MIPCA: Multiple Imputation with PCA
In missMDA: Handling Missing Values with Multivariate Data Analysis

MIPCA

R Documentation

Multiple Imputation with PCA

Description

MIPCA performs Multiple Imputation with a PCA model. Can be used as a preliminary step to perform Multiple Imputation in PCA.

Usage

MIPCA(X, ncp = 2, scale = TRUE, method=c("Regularized","EM"), threshold = 1e-04, 
    nboot = 100,  method.mi="Boot", Lstart=1000, L=100, verbose=FALSE)

Arguments

`X`	a data.frame with continuous variables containing missing values
`ncp`	integer corresponding to the number of components used to reconstruct data with the PCA reconstruction formulae
`scale`	boolean. By default TRUE leading to a same weight for each variable
`method`	"Regularized" by default or "EM"
`threshold`	the threshold for the criterion convergence
`nboot`	the number of imputed datasets
`method.mi`	a string. If "Bayes", the uncertainty on the parameters of the imputation model is taken into account using a Bayesian treatment of PCA. By default "Boot" leading to a MI which reflect uncertainty a bootstrap procedure. See details.
`Lstart`	number of iterations for the burn-in period (only used if method.mi="Bayes")
`L`	number of skipped iterations to keep one imputed data set after the burn-in period (only used if method.mi="Bayes")
`verbose`	use verbose=TRUE for screen printing of iteration numbers

Details

MIPCA generates nboot imputed datasets from a PCA model. The observed values are the same from one dataset to the others whereas the imputed values change. The variation among the imputed values reflects the variability with which missing values can be predicted. The multiple imputation is proper in the sense of Little and Rubin (2002) since it takes into account the variability of the parameters. Two versions are available: multiple imputation using a parametric bootstrap (Josse, J., Husson, F. (2010)) and multiple imputation using a Bayesian treatment of the PCA model (Audigier et al 2015). The methods differ by the way in which the variability due to missing values is reflected. The method used is controlled by the method.mi argument. By default, MIPCA uses the parametric bootstrap method.mi="Boot". This bootstrap method is more recommended to evaluate uncertainty in PCA (through confidence ellipses). Otherwise, the Bayesian method can be used by specifying the argument method.mi="Bayes". It is based on an iterative algorithm which alternates imputation of the data set and draw of the PCA parameters in a posterior distribution. These steps are repeated Lstart times to reach a convergence. Then, one imputed data set is kept each L iterations to ensure independence between imputed values from a data set to another. The Bayesian method is more recommanded to apply a statistical method on an incomplete data set.

Value

`res.imputePCA`	A matrix corresponding to the imputed dataset obtained with the function imputePCA (the completed dataset)
`res.MI`	A list of data frames corresponding to the nboot imputed data sets
`call`	the matched call

Author(s)

Francois Husson francois.husson@institut-agro.fr, Julie Josse julie.josse@polytechnique.edu and Vincent Audigier

References

Josse, J., Husson, F. (2011). Multiple Imputation in PCA. Advances in Data Analysis and Classification.

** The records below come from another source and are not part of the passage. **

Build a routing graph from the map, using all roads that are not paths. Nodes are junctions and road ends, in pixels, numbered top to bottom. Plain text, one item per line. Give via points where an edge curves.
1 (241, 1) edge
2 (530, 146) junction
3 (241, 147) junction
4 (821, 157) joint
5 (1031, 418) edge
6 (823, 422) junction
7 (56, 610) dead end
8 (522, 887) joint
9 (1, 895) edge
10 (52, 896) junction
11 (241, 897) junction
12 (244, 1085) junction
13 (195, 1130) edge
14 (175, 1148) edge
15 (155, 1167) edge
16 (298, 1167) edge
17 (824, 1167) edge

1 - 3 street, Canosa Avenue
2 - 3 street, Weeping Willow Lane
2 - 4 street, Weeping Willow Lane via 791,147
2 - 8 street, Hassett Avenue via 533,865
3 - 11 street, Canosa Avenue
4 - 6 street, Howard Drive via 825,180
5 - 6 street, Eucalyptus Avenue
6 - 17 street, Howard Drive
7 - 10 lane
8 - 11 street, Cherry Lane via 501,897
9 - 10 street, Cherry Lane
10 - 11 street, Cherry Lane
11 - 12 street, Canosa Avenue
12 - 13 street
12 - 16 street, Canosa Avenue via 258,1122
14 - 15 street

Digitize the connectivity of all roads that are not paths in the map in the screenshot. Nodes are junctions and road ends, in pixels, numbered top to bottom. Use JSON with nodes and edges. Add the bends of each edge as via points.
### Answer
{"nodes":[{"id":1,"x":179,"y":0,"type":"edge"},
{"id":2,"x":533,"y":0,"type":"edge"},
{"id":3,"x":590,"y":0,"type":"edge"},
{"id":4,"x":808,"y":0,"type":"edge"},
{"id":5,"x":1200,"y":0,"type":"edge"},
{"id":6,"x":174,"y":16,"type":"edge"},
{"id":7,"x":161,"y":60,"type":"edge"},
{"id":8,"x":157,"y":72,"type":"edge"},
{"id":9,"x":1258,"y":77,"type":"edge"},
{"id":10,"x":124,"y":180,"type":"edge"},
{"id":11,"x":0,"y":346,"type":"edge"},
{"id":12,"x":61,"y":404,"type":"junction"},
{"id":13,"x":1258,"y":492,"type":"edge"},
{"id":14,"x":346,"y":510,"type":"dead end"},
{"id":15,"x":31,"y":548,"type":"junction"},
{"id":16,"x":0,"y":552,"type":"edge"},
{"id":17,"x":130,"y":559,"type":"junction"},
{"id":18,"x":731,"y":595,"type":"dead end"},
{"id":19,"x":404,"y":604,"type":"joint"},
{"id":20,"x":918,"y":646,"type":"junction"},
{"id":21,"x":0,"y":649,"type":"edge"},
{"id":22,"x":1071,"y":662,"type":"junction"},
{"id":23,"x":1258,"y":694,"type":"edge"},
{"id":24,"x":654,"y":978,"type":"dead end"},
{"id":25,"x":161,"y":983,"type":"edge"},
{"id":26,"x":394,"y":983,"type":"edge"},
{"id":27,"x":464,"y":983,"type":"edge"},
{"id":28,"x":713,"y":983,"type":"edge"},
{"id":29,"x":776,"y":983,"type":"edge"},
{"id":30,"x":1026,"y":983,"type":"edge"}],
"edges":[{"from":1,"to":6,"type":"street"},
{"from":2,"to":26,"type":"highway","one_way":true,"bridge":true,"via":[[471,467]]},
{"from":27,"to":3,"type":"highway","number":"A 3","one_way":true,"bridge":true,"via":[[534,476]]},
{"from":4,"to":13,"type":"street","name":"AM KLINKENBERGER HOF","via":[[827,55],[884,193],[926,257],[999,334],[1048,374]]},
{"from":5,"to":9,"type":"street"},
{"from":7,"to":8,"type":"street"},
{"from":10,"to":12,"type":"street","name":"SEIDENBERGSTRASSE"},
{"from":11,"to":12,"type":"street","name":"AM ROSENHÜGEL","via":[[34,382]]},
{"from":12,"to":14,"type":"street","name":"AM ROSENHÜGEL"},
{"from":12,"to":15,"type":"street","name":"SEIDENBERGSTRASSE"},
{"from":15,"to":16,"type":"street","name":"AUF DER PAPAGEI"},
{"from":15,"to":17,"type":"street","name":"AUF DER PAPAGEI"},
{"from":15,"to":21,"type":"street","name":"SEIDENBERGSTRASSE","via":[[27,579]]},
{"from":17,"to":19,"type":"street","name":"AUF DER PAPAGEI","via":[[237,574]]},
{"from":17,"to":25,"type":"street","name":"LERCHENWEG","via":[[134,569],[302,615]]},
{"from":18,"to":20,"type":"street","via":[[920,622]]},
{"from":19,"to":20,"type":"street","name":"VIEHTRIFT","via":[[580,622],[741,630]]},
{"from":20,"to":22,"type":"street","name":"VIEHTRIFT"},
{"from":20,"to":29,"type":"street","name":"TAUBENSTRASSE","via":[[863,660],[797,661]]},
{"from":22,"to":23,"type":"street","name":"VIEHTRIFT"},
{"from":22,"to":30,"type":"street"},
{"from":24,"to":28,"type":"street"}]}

Audigier, V. Josse, J., Husson, F. (2015). Multiple imputation for continuous variables using a Bayesian principal component analysis. Journal of Statistical Computation and Simulation.

Little R.J.A., Rubin D.B. (2002) Statistical Analysis with Missing Data. Wiley series in probability and statistics, New-York.

Examples

## Not run: 
#########################################################
## Multiple Imputation for visualization on the PCA map
#########################################################

data(orange)
## First the number of components has to be chosen 
##   (for the reconstruction step)
nb <- estim_ncpPCA(orange,ncp.max=4)

## Multiple Imputation
resMI <- MIPCA(orange,ncp=2)

## Visualization on the PCA map
plot(resMI)

#########################################################
## Multiple Imputation for applying statistical methods
(Bayesian method)
#########################################################
data(ozone)

## First the number of components has to be chosen 
nb <- estim_ncpPCA(ozone[,1:11])

## Multiple Imputation with Bayesian method
res.BayesMIPCA<-MIPCA(ozone[,1:11],ncp=2,method.mi="Bayes",verbose=TRUE)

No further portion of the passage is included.